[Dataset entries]

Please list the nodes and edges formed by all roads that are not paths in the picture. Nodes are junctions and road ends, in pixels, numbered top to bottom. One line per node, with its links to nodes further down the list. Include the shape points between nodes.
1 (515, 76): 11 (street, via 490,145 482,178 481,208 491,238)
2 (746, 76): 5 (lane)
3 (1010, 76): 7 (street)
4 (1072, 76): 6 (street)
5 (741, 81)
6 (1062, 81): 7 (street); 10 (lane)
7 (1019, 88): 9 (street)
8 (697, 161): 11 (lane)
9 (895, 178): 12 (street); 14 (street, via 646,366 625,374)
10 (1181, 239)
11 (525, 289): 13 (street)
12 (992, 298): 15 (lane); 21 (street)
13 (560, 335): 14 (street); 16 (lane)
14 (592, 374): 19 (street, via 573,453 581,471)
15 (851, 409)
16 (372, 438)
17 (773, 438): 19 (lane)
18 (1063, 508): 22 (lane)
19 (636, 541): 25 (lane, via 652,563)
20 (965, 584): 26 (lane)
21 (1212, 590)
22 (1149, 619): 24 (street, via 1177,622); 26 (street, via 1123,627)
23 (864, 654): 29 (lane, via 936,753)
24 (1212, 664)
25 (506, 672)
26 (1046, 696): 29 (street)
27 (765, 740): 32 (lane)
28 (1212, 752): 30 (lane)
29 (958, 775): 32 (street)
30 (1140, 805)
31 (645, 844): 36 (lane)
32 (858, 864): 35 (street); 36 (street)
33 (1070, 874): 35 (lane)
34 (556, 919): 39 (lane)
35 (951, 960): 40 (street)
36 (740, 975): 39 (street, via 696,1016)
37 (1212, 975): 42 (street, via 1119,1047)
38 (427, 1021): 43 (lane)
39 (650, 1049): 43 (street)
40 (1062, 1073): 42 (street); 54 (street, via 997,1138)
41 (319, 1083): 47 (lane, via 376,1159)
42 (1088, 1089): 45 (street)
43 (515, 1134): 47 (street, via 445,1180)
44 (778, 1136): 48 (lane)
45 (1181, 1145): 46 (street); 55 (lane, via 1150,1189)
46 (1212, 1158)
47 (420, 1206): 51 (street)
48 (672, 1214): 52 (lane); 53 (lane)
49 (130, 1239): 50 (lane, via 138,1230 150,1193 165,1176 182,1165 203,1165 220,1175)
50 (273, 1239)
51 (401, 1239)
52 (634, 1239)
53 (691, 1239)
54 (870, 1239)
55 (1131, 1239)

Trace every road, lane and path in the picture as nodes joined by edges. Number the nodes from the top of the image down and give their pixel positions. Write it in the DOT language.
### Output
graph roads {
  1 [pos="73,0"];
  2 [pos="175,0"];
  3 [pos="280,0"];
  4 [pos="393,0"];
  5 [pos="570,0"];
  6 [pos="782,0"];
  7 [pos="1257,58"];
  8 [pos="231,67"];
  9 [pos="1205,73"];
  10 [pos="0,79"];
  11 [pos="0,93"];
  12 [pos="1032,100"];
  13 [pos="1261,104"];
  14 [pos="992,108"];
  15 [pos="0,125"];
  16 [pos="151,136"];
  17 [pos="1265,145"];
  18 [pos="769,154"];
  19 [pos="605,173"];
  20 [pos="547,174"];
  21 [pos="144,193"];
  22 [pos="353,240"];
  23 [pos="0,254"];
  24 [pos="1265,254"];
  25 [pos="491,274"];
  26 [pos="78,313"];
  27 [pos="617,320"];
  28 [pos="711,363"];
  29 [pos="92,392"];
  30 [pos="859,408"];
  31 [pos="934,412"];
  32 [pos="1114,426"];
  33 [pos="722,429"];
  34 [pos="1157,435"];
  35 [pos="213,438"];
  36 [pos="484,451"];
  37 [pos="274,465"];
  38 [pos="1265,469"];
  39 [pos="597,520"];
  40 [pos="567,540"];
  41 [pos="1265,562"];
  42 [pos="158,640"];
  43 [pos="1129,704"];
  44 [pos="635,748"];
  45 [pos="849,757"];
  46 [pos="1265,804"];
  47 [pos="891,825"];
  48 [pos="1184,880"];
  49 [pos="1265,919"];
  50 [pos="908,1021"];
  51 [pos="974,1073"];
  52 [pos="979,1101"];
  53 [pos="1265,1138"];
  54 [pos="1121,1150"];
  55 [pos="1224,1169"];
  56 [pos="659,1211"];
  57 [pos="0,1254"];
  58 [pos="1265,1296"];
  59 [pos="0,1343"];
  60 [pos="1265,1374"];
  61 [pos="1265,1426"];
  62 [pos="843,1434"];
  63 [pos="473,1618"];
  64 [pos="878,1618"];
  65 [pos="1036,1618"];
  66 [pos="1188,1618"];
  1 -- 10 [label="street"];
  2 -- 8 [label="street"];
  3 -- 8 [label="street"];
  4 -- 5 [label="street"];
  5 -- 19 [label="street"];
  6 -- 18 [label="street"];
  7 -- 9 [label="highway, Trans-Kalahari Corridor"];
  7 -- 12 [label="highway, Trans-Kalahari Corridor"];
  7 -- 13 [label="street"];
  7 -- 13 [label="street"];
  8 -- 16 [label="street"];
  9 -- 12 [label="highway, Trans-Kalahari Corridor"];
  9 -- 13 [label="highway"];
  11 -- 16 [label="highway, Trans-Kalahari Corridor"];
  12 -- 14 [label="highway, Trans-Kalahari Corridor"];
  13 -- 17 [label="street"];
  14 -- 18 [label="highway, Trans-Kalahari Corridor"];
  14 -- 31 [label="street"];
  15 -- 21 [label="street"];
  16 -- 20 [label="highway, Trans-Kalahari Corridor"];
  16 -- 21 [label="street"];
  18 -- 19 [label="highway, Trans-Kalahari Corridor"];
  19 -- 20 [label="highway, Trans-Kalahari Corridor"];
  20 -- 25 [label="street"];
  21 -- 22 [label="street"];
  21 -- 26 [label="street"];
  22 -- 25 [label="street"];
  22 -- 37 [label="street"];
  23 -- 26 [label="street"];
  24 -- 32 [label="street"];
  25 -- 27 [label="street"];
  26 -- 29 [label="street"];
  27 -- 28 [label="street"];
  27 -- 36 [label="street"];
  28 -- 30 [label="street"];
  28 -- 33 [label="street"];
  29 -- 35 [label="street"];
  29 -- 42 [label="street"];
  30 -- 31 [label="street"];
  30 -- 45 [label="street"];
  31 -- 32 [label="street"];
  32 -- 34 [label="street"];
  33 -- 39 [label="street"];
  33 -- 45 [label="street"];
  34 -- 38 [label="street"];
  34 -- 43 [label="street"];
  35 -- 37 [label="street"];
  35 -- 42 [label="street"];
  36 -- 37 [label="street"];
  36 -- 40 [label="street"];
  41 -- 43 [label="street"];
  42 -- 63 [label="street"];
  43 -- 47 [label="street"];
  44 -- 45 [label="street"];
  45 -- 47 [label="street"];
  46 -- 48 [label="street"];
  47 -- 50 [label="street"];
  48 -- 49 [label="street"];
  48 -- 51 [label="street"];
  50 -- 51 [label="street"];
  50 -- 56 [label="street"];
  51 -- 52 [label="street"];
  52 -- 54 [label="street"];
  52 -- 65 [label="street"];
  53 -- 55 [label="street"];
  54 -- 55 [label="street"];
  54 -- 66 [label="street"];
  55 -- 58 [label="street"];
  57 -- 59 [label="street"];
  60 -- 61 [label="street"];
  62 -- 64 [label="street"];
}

**Directions**
Each line of the data must be copied exactly as it appears.

**Solution for this task**
Please list the nodes and edges formed by all roads that are not paths in the picture. Nodes are junctions and road ends, in pixels, numbered top to bottom. One line per node, with its links to nodes further down the list. Include the shape points between nodes.
1 (515, 76): 11 (street, via 490,145 482,178 481,208 491,238)
2 (746, 76): 5 (lane)
3 (1010, 76): 7 (street)
4 (1072, 76): 6 (street)
5 (741, 81)
6 (1062, 81): 7 (street); 10 (lane)
7 (1019, 88): 9 (street)
8 (697, 161): 11 (lane)
9 (895, 178): 12 (street); 14 (street, via 646,366 625,374)
10 (1181, 239)
11 (525, 289): 13 (street)
12 (992, 298): 15 (lane); 21 (street)
13 (560, 335): 14 (street); 16 (lane)
14 (592, 374): 19 (street, via 573,453 581,471)
15 (851, 409)
16 (372, 438)
17 (773, 438): 19 (lane)
18 (1063, 508): 22 (lane)
19 (636, 541): 25 (lane, via 652,563)
20 (965, 584): 26 (lane)
21 (1212, 590)
22 (1149, 619): 24 (street, via 1177,622); 26 (street, via 1123,627)
23 (864, 654): 29 (lane, via 936,753)
24 (1212, 664)
25 (506, 672)
26 (1046, 696): 29 (street)
27 (765, 740): 32 (lane)
28 (1212, 752): 30 (lane)
29 (958, 775): 32 (street)
30 (1140, 805)
31 (645, 844): 36 (lane)
32 (858, 864): 35 (street); 36 (street)
33 (1070, 874): 35 (lane)
34 (556, 919): 39 (lane)
35 (951, 960): 40 (street)
36 (740, 975): 39 (street, via 696,1016)
37 (1212, 975): 42 (street, via 1119,1047)
38 (427, 1021): 43 (lane)
39 (650, 1049): 43 (street)
40 (1062, 1073): 42 (street); 54 (street, via 997,1138)
41 (319, 1083): 47 (lane, via 376,1159)
42 (1088, 1089): 45 (street)
43 (515, 1134): 47 (street, via 445,1180)
44 (778, 1136): 48 (lane)
45 (1181, 1145): 46 (street); 55 (lane, via 1150,1189)
46 (1212, 1158)
47 (420, 1206): 51 (street)
48 (672, 1214): 52 (lane); 53 (lane)
49 (130, 1239): 50 (lane, via 138,1230 150,1193 165,1176 182,1165 203,1165 220,1175)
50 (273, 1239)
51 (401, 1239)
52 (634, 1239)
53 (691, 1239)
54 (870, 1239)
55 (1131, 1239)

Trace every road, lane and path in the picture as nodes joined by edges. Number the nodes from the top of the image down and give their pixel positions. Write it in the DOT language.
### Output
graph roads {
  1 [pos="73,0"];
  2 [pos="175,0"];
  3 [pos="280,0"];
  4 [pos="393,0"];
  5 [pos="570,0"];
  6 [pos="782,0"];
  7 [pos="1257,58"];
  8 [pos="231,67"];
  9 [pos="1205,73"];
  10 [pos="0,79"];
  11 [pos="0,93"];
  12 [pos="1032,100"];
  13 [pos="1261,104"];
  14 [pos="992,108"];
  15 [pos="0,125"];
  16 [pos="151,136"];
  17 [pos="1265,145"];
  18 [pos="769,154"];
  19 [pos="605,173"];
  20 [pos="547,174"];
  21 [pos="144,193"];
  22 [pos="353,240"];
  23 [pos="0,254"];
  24 [pos="1265,254"];
  25 [pos="491,274"];
  26 [pos="78,313"];
  27 [pos="617,320"];
  28 [pos="711,363"];
  29 [pos="92,392"];
  30 [pos="859,408"];
  31 [pos="934,412"];
  32 [pos="1114,426"];
  33 [pos="722,429"];
  34 [pos="1157,435"];
  35 [pos="213,438"];
  36 [pos="484,451"];
  37 [pos="274,465"];
  38 [pos="1265,469"];
  39 [pos="597,520"];
  40 [pos="567,540"];
  41 [pos="1265,562"];
  42 [pos="158,640"];
  43 [pos="1129,704"];
  44 [pos="635,748"];
  45 [pos="849,757"];
  46 [pos="1265,804"];
  47 [pos="891,825"];
  48 [pos="1184,880"];
  49 [pos="1265,919"];
  50 [pos="908,1021"];
  51 [pos="974,1073"];
  52 [pos="979,1101"];
  53 [pos="1265,1138"];
  54 [pos="1121,1150"];
  55 [pos="1224,1169"];
  56 [pos="659,1211"];
  57 [pos="0,1254"];
  58 [pos="1265,1296"];
  59 [pos="0,1343"];
  60 [pos="1265,1374"];
  61 [pos="1265,1426"];
  62 [pos="843,1434"];
  63 [pos="473,1618"];
  64 [pos="878,1618"];
  65 [pos="1036,1618"];
  66 [pos="1188,1618"];
  1 -- 10 [label="street"];
  2 -- 8 [label="street"];
  3 -- 8 [label="street"];
  4 -- 5 [label="street"];
  5 -- 19 [label="street"];
  6 -- 18 [label="street"];
  7 -- 9 [label="highway, Trans-Kalahari Corridor"];
  7 -- 12 [label="highway, Trans-Kalahari Corridor"];
  7 -- 13 [label="street"];
  7 -- 13 [label="street"];
  8 -- 16 [label="street"];
  9 -- 12 [label="highway, Trans-Kalahari Corridor"];
  9 -- 13 [label="highway"];
  11 -- 16 [label="highway, Trans-Kalahari Corridor"];
  12 -- 14 [label="highway, Trans-Kalahari Corridor"];
  13 -- 17 [label="street"];
  14 -- 18 [label="highway, Trans-Kalahari Corridor"];
  14 -- 31 [label="street"];
  15 -- 21 [label="street"];
  16 -- 20 [label="highway, Trans-Kalahari Corridor"];
  16 -- 21 [label="street"];
  18 -- 19 [label="highway, Trans-Kalahari Corridor"];
  19 -- 20 [label="highway, Trans-Kalahari Corridor"];
  20 -- 25 [label="street"];
  21 -- 22 [label="street"];
  21 -- 26 [label="street"];
  22 -- 25 [label="street"];
  22 -- 37 [label="street"];
  23 -- 26 [label="street"];
  24 -- 32 [label="street"];
  25 -- 27 [label="street"];
  26 -- 29 [label="street"];
  27 -- 28 [label="street"];
  27 -- 36 [label="street"];
  28 -- 30 [label="street"];
  28 -- 33 [label="street"];
  29 -- 35 [label="street"];
  29 -- 42 [label="street"];
  30 -- 31 [label="street"];
  30 -- 45 [label="street"];
  31 -- 32 [label="street"];
  32 -- 34 [label="street"];
  33 -- 39 [label="street"];
  33 -- 45 [label="street"];
  34 -- 38 [label="street"];
  34 -- 43 [label="street"];
  35 -- 37 [label="street"];
  35 -- 42 [label="street"];
  36 -- 37 [label="street"];
  36 -- 40 [label="street"];
  41 -- 43 [label="street"];
  42 -- 63 [label="street"];
  43 -- 47 [label="street"];
  44 -- 45 [label="street"];
  45 -- 47 [label="street"];
  46 -- 48 [label="street"];
  47 -- 50 [label="street"];
  48 -- 49 [label="street"];
  48 -- 51 [label="street"];
  50 -- 51 [label="street"];
  50 -- 56 [label="street"];
  51 -- 52 [label="street"];
  52 -- 54 [label="street"];
  52 -- 65 [label="street"];
  53 -- 55 [label="street"];
  54 -- 55 [label="street"];
  54 -- 66 [label="street"];
  55 -- 58 [label="street"];
  57 -- 59 [label="street"];
  60 -- 61 [label="street"];
  62 -- 64 [label="street"];
}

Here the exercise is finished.